A standard, low-key, just-fine mystery thriller, the kind that would make a pretty decent Netflix/Amazon Prime movie.
The title fooled me on this one. I thought there would be a lot more artifact hunting, different parties stealing masks away from each other, clues hidden inside ancient art, shamans vs. scientists--a bit of Raiders of the Lost Ark, without the Nazis. It wasn’t that interesting. Instead, it was academics vs. Big Pharma villains, with just a hint of “maybe curses DO work!!” thrown in. So here are my thoughts, in no particular order:
I’d already forgotten the main characters’ names and had to look them up. Oh yeah--Duncan and Grace. They’re both Ph.D.s, and smart enough people; he’s nice and a little laid back, good with kids; she’s thin and very driven by her experiments, which involve cutting up fruit flies for their ovaries.
Which is evocative or ironic or something, because Duncan wants kids and she keeps having miscarriages, which is in turn tied to some mysterious meeting years ago when she and the dead reporter met in Chicago and something happened that Grace doesn’t want Duncan to find out about and keeps thinking about without actually explaining to us what’s going on, which I find extremely annoying in a point-of-view character. Neither of them are particularly memorable; they’re reasonably competent, and don’t do anything stupid or cringe worthy, but that’s about it.
The other good-guy characters follow suit. The nine-year-old kid, Janie, is actually not annoying, which is nice. The dead reporter sounds like she was pretty obnoxious as a teenager, but doesn’t have any particular personality traits as a grown up, besides being mysteriously dead in the woods. The grief-stricken, emotional adulterer Mo is more of a plot engine than a hero. Detective Mortensen is a big guy who’s smarter than he appears, but we don’t get to know him at all.

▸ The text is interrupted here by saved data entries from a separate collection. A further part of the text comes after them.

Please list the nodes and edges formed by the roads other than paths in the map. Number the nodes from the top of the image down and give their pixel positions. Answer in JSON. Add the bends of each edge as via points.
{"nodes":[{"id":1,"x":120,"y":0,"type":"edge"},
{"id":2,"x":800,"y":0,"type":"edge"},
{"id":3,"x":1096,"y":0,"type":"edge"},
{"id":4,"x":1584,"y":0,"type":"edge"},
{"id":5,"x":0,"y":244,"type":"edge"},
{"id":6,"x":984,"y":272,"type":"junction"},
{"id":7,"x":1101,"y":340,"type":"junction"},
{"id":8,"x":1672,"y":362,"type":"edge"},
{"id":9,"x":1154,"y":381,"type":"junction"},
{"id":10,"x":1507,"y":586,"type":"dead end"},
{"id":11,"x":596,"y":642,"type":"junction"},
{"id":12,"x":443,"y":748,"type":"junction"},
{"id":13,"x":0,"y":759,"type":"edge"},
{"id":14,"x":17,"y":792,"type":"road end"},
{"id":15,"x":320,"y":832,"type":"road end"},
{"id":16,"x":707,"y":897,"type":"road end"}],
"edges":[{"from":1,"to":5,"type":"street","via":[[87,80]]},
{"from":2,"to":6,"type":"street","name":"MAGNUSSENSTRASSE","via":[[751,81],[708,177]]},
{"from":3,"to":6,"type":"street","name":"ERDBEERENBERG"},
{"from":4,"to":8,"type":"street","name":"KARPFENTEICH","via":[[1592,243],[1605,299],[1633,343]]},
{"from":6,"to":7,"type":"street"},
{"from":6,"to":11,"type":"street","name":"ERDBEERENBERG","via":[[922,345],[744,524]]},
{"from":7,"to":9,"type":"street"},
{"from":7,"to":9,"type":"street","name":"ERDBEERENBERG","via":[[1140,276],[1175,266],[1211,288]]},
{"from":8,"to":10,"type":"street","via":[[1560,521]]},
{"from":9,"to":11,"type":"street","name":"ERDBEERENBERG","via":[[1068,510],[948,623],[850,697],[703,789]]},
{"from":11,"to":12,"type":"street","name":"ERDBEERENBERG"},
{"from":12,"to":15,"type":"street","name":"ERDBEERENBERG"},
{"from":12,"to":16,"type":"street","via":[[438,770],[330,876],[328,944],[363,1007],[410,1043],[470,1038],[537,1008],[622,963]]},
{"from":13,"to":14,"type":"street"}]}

The plucky Sri Lankan reporter is the most fun person we meet.
The villains are villains: megalomaniacal head honcho who inexplicably does his own dirty work; right-hand henchman who may or may not be in on the whole thing but definitely does bad stuff (with daddy issues thrown in as an attempt at character development?), monosyllabic guards, and native-servants-with-good-hearts who turn on the evil bad guys at the last minute. No actual shamans or exorcists make an appearance other than on video.
The real standout in this story is the absolute school of red herrings swimming everywhere. Which drug company is the real villain? Who’s actually behind the kidnapping? Is everybody in on the plot? What really killed all these characters who turn out to be connected to the development of a new, mysterious drug? How does that drug actually work? When did the reporter start figuring this out, and why for the love of rationality didn’t she back up her notes? How does a murder method that relies on the victim’s intense attention to video and sound to kill through hypnotic suggestion work on a wary and suspicious victim out in a forest? OK, that last wasn’t a red herring, it was an annoying lapse of logic … or a hint that curses actually work! Dum, dum, DUMMMM!!! And kind of dumb, too.
But hey, the tourist-photo glimpses of Sri Lanka were interesting, and the author did give me a nice (if superficial) feel for the place she knows very well, so points for using an under-used locale.